CreditAccess Grameen reported a net profit of INR 0.47 billion for the fourth quarter of 2025, hindered by a 9% annualised credit cost. Analysts at CLSA pointed to several challenges, including issues in Karnataka, overleveraging concerns, and regulatory measures from the Microfinance Institutions Network (MFIN), leading to an expected credit cost between 5.5% and 6% for the fiscal year 2026.
The company’s management has indicated an additional six months of stress. Despite this, CreditAccess Grameen has provided steady growth guidance of 13-15% for the microfinance segment and over 18% for its overall book, bolstered by robust growth in retail finance. The analysts forecast a recovery in the company’s return on equity (ROE) to 11.9% in FY26 and potentially reaching 18% in the following two fiscal years.

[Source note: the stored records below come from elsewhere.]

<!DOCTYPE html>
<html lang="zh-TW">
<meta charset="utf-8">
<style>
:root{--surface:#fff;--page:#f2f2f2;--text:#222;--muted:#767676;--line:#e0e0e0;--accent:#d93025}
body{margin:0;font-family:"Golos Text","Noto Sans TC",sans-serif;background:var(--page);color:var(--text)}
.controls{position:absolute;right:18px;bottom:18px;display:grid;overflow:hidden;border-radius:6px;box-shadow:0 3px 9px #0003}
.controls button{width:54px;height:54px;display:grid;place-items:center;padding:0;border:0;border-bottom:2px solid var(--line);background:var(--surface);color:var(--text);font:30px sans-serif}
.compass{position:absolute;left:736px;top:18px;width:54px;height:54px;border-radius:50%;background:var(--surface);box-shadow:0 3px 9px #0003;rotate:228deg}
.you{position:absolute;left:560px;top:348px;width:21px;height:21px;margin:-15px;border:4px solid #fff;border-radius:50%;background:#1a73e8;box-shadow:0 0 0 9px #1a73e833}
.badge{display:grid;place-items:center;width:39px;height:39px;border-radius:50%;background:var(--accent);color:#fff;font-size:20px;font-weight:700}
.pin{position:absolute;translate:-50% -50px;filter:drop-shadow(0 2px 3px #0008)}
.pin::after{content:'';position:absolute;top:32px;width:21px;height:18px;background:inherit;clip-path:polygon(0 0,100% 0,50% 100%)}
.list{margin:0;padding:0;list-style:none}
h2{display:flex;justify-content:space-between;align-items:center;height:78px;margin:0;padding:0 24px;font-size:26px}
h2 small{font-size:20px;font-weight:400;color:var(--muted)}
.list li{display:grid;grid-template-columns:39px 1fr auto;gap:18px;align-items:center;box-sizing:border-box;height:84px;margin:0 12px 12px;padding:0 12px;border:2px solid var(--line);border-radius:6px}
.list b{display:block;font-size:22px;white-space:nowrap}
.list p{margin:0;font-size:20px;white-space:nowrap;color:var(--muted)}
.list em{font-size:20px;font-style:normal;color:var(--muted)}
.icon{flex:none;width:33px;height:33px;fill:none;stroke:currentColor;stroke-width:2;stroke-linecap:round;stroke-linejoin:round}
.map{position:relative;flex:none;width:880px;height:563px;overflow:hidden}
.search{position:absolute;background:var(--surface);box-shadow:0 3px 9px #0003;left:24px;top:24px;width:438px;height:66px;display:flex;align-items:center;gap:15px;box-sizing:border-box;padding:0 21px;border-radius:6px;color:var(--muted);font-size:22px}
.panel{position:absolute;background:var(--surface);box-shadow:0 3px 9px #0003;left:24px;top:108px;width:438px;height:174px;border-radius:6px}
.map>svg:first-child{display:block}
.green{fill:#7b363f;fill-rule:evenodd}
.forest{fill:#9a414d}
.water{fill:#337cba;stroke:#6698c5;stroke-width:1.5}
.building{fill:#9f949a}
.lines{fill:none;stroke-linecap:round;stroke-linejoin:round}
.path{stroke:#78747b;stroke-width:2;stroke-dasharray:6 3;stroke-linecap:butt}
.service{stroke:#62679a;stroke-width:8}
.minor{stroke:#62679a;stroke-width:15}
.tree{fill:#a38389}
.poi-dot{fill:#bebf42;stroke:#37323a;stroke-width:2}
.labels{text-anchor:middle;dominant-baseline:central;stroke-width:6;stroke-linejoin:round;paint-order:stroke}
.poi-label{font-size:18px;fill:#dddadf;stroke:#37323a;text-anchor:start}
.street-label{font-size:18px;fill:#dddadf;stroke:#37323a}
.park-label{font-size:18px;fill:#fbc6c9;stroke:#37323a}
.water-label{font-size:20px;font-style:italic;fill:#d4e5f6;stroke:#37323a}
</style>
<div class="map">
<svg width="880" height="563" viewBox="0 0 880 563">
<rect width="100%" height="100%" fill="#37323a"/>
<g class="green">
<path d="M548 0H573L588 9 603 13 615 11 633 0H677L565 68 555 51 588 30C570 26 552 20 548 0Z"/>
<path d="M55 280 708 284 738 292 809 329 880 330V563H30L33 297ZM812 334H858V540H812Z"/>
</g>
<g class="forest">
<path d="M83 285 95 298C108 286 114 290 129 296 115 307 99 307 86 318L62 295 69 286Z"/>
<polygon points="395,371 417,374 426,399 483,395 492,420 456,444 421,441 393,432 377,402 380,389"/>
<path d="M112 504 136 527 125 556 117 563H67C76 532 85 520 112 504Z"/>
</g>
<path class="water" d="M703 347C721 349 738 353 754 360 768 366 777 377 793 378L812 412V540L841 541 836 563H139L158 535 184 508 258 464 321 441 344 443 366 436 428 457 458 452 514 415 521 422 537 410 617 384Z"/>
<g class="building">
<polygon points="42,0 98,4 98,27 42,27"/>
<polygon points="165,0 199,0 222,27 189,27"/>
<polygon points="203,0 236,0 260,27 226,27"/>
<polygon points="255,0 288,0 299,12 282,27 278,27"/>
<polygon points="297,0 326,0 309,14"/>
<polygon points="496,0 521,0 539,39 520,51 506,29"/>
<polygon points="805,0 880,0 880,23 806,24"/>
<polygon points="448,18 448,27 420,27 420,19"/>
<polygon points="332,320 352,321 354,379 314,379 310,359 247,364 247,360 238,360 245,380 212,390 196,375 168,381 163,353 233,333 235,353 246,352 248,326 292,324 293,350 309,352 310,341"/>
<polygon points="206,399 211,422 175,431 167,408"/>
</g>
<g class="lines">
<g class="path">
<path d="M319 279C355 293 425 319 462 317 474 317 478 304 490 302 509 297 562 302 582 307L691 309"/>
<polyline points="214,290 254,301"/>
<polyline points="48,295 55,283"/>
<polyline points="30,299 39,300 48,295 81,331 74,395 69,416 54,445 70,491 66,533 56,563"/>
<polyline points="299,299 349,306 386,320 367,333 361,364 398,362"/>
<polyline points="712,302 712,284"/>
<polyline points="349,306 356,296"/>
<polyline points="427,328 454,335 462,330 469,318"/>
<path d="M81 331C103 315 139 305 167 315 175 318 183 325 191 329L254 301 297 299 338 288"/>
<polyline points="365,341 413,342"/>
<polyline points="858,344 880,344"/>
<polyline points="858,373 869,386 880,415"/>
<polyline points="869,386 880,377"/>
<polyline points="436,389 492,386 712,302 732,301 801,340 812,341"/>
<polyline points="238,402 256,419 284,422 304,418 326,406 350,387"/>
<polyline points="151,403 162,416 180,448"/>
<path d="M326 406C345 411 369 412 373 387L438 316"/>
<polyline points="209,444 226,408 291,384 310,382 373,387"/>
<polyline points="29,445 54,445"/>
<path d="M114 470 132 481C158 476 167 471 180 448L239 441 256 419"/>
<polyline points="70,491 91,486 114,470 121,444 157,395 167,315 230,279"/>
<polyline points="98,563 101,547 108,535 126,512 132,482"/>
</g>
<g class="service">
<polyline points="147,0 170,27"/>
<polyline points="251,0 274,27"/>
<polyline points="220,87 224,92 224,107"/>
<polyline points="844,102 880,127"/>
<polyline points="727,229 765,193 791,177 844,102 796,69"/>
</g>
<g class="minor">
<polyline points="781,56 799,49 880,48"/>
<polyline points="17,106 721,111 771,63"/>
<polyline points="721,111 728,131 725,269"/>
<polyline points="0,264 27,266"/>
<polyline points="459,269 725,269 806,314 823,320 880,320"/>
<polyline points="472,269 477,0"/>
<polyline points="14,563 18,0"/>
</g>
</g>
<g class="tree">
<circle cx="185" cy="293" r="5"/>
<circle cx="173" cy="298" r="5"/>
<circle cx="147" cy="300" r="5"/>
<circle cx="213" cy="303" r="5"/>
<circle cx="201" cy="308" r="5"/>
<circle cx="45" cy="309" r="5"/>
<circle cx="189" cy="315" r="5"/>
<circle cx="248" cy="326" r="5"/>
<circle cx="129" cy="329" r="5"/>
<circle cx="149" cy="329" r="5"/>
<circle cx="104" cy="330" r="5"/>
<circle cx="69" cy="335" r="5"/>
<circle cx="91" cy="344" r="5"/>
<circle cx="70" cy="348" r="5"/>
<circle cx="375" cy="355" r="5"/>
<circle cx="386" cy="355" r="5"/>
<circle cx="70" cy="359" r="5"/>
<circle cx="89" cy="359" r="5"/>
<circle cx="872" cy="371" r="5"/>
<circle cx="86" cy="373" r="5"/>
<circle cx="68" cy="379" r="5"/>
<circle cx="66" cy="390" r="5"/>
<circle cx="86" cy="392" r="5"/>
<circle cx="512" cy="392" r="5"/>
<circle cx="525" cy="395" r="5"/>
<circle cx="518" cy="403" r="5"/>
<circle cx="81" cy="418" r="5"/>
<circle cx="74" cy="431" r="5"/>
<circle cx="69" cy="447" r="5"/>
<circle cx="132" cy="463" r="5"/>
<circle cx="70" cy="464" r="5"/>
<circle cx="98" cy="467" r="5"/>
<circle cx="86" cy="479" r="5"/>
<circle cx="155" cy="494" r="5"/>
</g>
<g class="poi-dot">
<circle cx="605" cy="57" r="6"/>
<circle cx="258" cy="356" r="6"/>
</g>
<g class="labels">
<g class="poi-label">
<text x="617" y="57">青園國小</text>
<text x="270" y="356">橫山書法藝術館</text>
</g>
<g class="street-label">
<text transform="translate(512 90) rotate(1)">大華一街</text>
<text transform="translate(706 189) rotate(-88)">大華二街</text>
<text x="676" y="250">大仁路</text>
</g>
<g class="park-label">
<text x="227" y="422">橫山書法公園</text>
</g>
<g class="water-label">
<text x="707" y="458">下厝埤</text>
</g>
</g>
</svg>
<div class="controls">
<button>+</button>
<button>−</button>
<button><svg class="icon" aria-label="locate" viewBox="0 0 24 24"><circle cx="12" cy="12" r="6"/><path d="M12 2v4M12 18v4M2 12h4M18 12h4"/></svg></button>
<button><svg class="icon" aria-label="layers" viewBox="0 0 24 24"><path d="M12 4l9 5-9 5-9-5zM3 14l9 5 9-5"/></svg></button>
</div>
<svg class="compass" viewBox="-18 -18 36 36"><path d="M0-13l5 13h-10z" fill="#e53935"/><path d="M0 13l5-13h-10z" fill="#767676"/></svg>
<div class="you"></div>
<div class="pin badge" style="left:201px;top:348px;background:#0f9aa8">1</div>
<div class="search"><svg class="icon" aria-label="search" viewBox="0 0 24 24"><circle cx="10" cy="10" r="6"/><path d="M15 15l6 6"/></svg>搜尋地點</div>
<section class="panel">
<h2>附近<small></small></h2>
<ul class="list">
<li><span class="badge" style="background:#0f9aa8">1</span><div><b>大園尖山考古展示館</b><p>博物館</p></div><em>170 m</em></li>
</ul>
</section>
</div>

The revised price target of INR 1,050 is based on 1.8 times the book value projected for FY27, a notable increase from the previous target, which implied a 1.5 times book value. CLSA’s decision to raise the price target despite downgrading the rating stems from their belief that the stock should not continue to trade at the depressed valuations seen during the Covid period.
The CLSA analysts concluded that the recent surge in CreditAccess Grameen’s stock price is unjustified, given the anticipated challenging year ahead, which led to the decision to downgrade the stock rating while adjusting the price target upwards.